Spero ti possa essere d'aiuto la mia guida niubba 

 :Very Happy: 

Ciao 

Jaco

----------

## bubble27

Jacomozzi nn so   :Confused:  come tu abbia fatto ma nn riesco a "creare" questa icona per la stampante, ho provato ad aggiungere una stampante da win con l'apposito wizard ma nn riesce a vedere la stampante sotto linux (dopo aver startato samba e cups). 

Mi sto leggendo tutti gli how-to su samba....   :Crying or Very sad: 

----------

## JacoMozzi

L'icona nn devi crearla é quella sotto le risorse condivise del tuo pc Gentoo, dovresti vederla in risorse di rete....

CIao 

Jaco

----------

## Pazzeo

Ciao prova a mettere questo :

printcap name = cups   :Wink: 

e riavvia samba e riprova ....

Ciaooo

Pazzeo

----------

## bubble27

Una cosa !!! mi è sorto un dubbio !!   :Shocked:  ma c'è bisogno di creare anche un utente x samba ?? xchè sinceramente nn l'ho fatto   :Confused: 

ed altra domanda !!! per far stampare un Win su Linux, oltre a samba, il demone di cups deve essere avviato ???

grazie ancora Gentooaglia

----------

## JacoMozzi

Si, deve essere avviato sennò come fa a stampare   :Shocked: 

Infatti in smb.conf gli dici di usare cups...

Ciao 

Jaco

----------

## ema

sistema alternativo scoperto qualche giorno fa..

se si utilizza cups come gestore della stampante su linux, x stampare da windows 2000-xp e successivi, si può benissimo bypassare samba.

basta configurare cups xche sia accessibile anche dal resto della lan e nn solo da localhost, e installare da windows la stampante di rete:

http://hostgentoo:631/printers/nomestampante

si dovrà installare il driver win x quella stampante, e la si potra usare come se fosse locale, con la differenza di poter gestire le code di stampa da qualsiasi client win/linux. comodo cups, eh?

spero di esser stato di aiuto a qualcuno, se avete domande, chiedete pure!

ciao! 

ema

----------

## bubble27

 *ema wrote:*   

> sistema alternativo scoperto qualche giorno fa..
> 
> se si utilizza cups come gestore della stampante su linux, x stampare da windows 2000-xp e successivi, si può benissimo bypassare samba.
> 
> basta configurare cups xche sia accessibile anche dal resto della lan e nn solo da localhost, e installare da windows la stampante di rete:
> ...

 

Si vero lo sapevo e c'ho anche provato ma anche con questo metodo nn sono riuscito.
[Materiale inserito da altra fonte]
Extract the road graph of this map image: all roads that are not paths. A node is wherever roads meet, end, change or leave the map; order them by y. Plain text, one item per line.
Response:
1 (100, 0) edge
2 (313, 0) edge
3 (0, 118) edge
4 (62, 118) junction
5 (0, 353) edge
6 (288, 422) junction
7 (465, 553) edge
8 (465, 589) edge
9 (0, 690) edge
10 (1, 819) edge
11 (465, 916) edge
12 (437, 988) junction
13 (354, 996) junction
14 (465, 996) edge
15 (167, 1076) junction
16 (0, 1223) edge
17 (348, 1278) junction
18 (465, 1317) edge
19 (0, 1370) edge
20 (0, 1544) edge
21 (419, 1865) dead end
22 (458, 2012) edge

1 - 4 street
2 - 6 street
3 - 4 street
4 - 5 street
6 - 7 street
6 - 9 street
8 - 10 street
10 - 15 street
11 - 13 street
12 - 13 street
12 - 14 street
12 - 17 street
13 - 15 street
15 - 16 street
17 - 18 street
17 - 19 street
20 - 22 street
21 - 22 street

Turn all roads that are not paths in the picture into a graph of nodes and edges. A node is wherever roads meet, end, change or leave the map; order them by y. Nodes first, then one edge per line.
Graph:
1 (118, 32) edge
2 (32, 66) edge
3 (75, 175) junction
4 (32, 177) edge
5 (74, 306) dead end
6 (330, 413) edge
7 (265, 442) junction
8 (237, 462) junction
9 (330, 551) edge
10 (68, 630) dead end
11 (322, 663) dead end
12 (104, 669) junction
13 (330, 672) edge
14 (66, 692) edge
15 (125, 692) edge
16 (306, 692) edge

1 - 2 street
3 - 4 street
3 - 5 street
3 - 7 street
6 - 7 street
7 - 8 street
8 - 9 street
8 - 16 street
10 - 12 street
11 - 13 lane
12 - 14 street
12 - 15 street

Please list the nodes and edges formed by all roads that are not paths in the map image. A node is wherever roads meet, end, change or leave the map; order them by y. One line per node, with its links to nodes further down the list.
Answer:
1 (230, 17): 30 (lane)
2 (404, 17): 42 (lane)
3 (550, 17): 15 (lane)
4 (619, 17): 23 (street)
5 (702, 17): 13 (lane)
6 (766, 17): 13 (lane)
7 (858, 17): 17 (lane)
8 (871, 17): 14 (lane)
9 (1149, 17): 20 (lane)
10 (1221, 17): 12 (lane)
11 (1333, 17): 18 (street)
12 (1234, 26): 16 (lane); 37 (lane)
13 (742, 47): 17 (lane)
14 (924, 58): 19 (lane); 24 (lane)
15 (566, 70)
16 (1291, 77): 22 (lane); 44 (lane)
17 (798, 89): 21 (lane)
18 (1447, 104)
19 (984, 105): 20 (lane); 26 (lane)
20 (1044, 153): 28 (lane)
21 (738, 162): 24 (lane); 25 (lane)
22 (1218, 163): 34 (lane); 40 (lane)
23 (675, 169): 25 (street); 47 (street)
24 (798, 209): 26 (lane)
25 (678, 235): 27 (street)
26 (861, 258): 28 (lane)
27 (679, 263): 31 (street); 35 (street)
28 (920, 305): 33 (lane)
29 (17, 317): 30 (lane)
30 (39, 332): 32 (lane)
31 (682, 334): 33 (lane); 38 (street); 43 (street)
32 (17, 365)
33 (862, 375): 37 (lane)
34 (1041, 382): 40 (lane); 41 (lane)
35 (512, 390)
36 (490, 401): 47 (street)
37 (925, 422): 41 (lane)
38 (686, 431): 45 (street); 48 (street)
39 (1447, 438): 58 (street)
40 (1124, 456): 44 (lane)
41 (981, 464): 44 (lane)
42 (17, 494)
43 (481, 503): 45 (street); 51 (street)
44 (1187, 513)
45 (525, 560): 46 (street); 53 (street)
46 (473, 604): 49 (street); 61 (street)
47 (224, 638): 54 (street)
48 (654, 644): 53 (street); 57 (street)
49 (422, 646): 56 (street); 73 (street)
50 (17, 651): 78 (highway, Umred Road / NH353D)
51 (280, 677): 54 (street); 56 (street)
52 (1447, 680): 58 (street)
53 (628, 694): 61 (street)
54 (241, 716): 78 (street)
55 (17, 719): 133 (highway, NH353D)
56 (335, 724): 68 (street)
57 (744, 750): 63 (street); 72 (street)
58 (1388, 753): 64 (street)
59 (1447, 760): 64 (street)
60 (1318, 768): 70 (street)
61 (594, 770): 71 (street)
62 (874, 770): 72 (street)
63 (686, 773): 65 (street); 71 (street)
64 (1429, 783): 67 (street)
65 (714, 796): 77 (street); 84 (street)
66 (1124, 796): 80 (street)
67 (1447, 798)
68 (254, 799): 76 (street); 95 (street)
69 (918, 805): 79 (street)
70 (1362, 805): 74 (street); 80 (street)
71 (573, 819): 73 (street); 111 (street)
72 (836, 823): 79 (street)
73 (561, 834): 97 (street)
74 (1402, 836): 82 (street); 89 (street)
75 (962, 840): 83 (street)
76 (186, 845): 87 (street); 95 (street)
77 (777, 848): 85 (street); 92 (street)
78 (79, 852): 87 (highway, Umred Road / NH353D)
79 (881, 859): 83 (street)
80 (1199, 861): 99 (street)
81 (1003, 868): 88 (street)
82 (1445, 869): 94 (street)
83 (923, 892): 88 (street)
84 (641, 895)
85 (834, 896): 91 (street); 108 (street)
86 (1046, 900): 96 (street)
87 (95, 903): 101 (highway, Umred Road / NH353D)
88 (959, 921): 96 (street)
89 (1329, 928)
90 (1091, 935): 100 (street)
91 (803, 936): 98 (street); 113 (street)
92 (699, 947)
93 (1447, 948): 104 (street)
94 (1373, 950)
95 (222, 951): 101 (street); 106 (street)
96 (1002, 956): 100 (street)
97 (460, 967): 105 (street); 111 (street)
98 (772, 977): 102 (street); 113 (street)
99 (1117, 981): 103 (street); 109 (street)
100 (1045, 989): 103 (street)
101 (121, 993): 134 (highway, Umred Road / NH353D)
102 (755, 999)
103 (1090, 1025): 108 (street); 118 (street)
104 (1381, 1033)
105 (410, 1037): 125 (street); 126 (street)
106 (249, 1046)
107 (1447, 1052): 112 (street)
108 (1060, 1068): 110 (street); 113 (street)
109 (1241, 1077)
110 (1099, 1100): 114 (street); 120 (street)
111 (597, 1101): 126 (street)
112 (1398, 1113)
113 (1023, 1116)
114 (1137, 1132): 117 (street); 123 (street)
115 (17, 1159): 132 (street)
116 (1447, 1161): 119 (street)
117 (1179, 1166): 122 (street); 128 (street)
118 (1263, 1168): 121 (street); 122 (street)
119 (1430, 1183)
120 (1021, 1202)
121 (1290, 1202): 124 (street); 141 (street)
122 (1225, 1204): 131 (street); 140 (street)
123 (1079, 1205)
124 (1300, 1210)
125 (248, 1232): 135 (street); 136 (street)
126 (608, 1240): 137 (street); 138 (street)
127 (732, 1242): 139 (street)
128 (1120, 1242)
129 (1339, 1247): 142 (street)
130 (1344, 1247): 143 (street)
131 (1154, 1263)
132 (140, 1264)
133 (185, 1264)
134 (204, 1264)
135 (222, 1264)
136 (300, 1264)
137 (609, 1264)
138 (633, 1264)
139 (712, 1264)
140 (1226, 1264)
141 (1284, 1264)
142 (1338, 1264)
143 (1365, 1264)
Questa soluzione che dici utilizza il protocollo PPI cmq come fai a far dare il driver della stampande a Win ??? se utilizzazzi i driver suoi originali da cd ???

----------

## ema

si usa il protocollo IPP.. aggiungendo 'nuova stampante' su win e installando http://eccecc come stampante di rete, se l'indirizzo è giusto, ti appare una schermata dove devi inserire il driver stampante windows.. e puoi benissimo usare quelli del cd della stampante. come metodo funziona sempre. se desse problemi:

1) controlla che si possa accedere da quel pc al servizio cups: http://hostgentoo:631

2) controlla i log di cups, e in particolare, se è abilitata la scrittura RAW

se ha funzionato a me, funzionerà a tutti  :Smile: 

----------

## bubble27

 *ema wrote:*   

> si usa il protocollo IPP.. aggiungendo 'nuova stampante' su win e installando http://eccecc come stampante di rete, se l'indirizzo è giusto, ti appare una schermata dove devi inserire il driver stampante windows.. e puoi benissimo usare quelli del cd della stampante. come metodo funziona sempre. se desse problemi:
> 
> 1) controlla che si possa accedere da quel pc al servizio cups: http://hostgentoo:631
> 
> 2) controlla i log di cups, e in particolare, se è abilitata la scrittura RAW
> ...

 

 :Embarassed:  ops IPP no PPI hai ragione .... come abilito la scrittura RAW ??? 

ricordo che quando provai questo metodo, dal wizard di Win aggiungi stampante mi chiedeva il path, una volta inserito davo ok xò mi dava un errore tipo che nn trovava la stampante.

----------

## ema

in /etc/cups basta editare i file mime.conf e mime.types, abilitando application/octet-stream che è disabilitato di default (basta levare il #)

----------

## bubble27

 *ema wrote:*   

> in /etc/cups basta editare i file mime.conf e mime.types, abilitando application/octet-stream che è disabilitato di default (basta levare il #)

 

ok editato esattamente questo 

(mime.convs)

application/octet-stream        application/vnd.cups-raw        0       -

(mime.types)

application/octet-stream

giusto ?? e adesso ????  :Rolling Eyes: 

----------

## ema

giusto, si

e ora torna sul pc con windows e installa la stampante

ricordati di controllare che cups sia accessibile da quel pc digitando nel browser:

http://gentoobox:631/printers/nomestampante

deve apparirti la tua stampante  :Smile:  ready to print

se si, puoi riscrivere esattamente cosi il nome della stampante su aggiungi stampante - stampante di rete, e installare il driver windows specifico.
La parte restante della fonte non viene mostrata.